[TO DO]
All lines from the one containing "Extract the road" to the end of the data below are to be returned exactly, both ends included, with nothing added.

[MATERIAL FOR THIS TASK]
- - - -

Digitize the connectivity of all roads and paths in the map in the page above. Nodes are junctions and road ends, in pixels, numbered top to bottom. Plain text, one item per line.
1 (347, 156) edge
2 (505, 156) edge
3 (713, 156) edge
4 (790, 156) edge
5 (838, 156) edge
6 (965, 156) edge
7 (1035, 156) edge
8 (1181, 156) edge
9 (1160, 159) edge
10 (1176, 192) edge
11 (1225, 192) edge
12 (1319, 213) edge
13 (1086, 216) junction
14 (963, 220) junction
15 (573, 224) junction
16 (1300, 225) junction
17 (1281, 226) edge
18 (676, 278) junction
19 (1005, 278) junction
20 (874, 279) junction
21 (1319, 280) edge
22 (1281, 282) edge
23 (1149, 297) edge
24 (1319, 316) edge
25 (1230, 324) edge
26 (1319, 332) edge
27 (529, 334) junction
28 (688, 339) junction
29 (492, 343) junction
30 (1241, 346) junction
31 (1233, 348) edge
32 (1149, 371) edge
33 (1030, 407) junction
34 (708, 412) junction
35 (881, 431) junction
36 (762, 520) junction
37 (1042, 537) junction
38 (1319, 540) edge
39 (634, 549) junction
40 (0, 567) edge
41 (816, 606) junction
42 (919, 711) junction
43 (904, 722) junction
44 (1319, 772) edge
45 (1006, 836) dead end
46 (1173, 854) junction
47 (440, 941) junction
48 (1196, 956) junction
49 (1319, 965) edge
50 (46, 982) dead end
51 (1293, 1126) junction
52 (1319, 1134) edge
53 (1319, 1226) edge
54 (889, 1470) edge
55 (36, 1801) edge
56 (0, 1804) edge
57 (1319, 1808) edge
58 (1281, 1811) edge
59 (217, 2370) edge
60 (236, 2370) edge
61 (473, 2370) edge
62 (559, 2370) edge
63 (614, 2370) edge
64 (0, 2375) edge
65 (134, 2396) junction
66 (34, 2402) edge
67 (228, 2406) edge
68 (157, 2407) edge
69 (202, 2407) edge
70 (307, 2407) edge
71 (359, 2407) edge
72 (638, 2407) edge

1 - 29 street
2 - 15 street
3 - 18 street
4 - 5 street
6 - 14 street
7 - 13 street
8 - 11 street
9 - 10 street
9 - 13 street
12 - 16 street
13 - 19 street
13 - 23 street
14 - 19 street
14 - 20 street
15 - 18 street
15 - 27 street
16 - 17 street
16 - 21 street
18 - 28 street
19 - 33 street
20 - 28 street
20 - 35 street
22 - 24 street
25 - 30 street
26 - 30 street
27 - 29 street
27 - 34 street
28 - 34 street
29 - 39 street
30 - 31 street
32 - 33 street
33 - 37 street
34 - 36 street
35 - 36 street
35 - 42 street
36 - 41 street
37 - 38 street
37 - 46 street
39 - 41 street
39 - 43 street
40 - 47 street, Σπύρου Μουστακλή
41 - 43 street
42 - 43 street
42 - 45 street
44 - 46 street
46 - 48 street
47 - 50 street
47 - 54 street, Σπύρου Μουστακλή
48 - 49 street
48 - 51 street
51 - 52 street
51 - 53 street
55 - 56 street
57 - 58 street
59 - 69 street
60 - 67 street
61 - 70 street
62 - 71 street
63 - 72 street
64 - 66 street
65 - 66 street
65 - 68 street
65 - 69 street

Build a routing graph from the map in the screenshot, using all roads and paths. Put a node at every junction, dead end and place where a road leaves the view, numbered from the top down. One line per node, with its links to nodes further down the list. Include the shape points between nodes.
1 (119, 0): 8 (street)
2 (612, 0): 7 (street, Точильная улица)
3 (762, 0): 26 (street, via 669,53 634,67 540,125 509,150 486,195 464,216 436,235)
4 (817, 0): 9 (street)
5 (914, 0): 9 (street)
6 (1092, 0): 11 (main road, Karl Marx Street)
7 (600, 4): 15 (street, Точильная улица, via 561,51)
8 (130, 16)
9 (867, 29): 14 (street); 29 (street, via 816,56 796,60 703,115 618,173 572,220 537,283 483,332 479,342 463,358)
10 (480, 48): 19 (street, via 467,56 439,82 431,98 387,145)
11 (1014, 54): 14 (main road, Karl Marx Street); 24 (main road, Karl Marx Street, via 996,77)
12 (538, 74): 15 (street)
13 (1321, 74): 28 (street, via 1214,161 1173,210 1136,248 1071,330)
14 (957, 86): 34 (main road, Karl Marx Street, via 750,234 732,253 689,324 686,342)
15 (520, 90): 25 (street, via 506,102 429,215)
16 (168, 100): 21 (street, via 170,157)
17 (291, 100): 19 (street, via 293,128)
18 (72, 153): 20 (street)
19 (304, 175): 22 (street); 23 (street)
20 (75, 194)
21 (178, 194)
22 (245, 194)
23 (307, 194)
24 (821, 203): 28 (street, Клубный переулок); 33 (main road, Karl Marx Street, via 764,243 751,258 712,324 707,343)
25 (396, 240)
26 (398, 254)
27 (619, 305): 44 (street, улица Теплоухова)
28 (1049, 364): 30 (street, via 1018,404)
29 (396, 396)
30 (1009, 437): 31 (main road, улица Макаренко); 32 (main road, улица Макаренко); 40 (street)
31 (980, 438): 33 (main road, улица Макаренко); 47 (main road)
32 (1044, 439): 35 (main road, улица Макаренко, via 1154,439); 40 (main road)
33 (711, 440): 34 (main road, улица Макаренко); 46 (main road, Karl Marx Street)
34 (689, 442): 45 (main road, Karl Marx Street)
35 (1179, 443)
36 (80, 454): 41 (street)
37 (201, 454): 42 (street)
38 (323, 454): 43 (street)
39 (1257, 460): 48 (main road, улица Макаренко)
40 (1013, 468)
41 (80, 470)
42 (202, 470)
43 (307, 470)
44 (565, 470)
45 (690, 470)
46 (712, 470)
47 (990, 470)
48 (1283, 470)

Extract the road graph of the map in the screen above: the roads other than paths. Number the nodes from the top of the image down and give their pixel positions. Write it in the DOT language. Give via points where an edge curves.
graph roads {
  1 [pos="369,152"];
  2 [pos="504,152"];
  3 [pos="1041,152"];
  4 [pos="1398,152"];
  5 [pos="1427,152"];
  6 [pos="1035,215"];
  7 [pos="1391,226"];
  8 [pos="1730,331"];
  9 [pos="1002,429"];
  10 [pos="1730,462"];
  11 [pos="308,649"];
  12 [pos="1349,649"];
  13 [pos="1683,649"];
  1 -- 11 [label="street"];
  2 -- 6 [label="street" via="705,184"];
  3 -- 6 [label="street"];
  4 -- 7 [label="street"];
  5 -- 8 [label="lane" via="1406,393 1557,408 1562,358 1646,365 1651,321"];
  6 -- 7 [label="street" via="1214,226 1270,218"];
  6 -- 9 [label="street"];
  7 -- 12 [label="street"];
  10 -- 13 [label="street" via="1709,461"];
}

- - - -

[OUTPUT OF THE TASK]
Extract the road graph of the map in the screen above: the roads other than paths. Number the nodes from the top of the image down and give their pixel positions. Write it in the DOT language. Give via points where an edge curves.
graph roads {
  1 [pos="369,152"];
  2 [pos="504,152"];
  3 [pos="1041,152"];
  4 [pos="1398,152"];
  5 [pos="1427,152"];
  6 [pos="1035,215"];
  7 [pos="1391,226"];
  8 [pos="1730,331"];
  9 [pos="1002,429"];
  10 [pos="1730,462"];
  11 [pos="308,649"];
  12 [pos="1349,649"];
  13 [pos="1683,649"];
  1 -- 11 [label="street"];
  2 -- 6 [label="street" via="705,184"];
  3 -- 6 [label="street"];
  4 -- 7 [label="street"];
  5 -- 8 [label="lane" via="1406,393 1557,408 1562,358 1646,365 1651,321"];
  6 -- 7 [label="street" via="1214,226 1270,218"];
  6 -- 9 [label="street"];
  7 -- 12 [label="street"];
  10 -- 13 [label="street" via="1709,461"];
}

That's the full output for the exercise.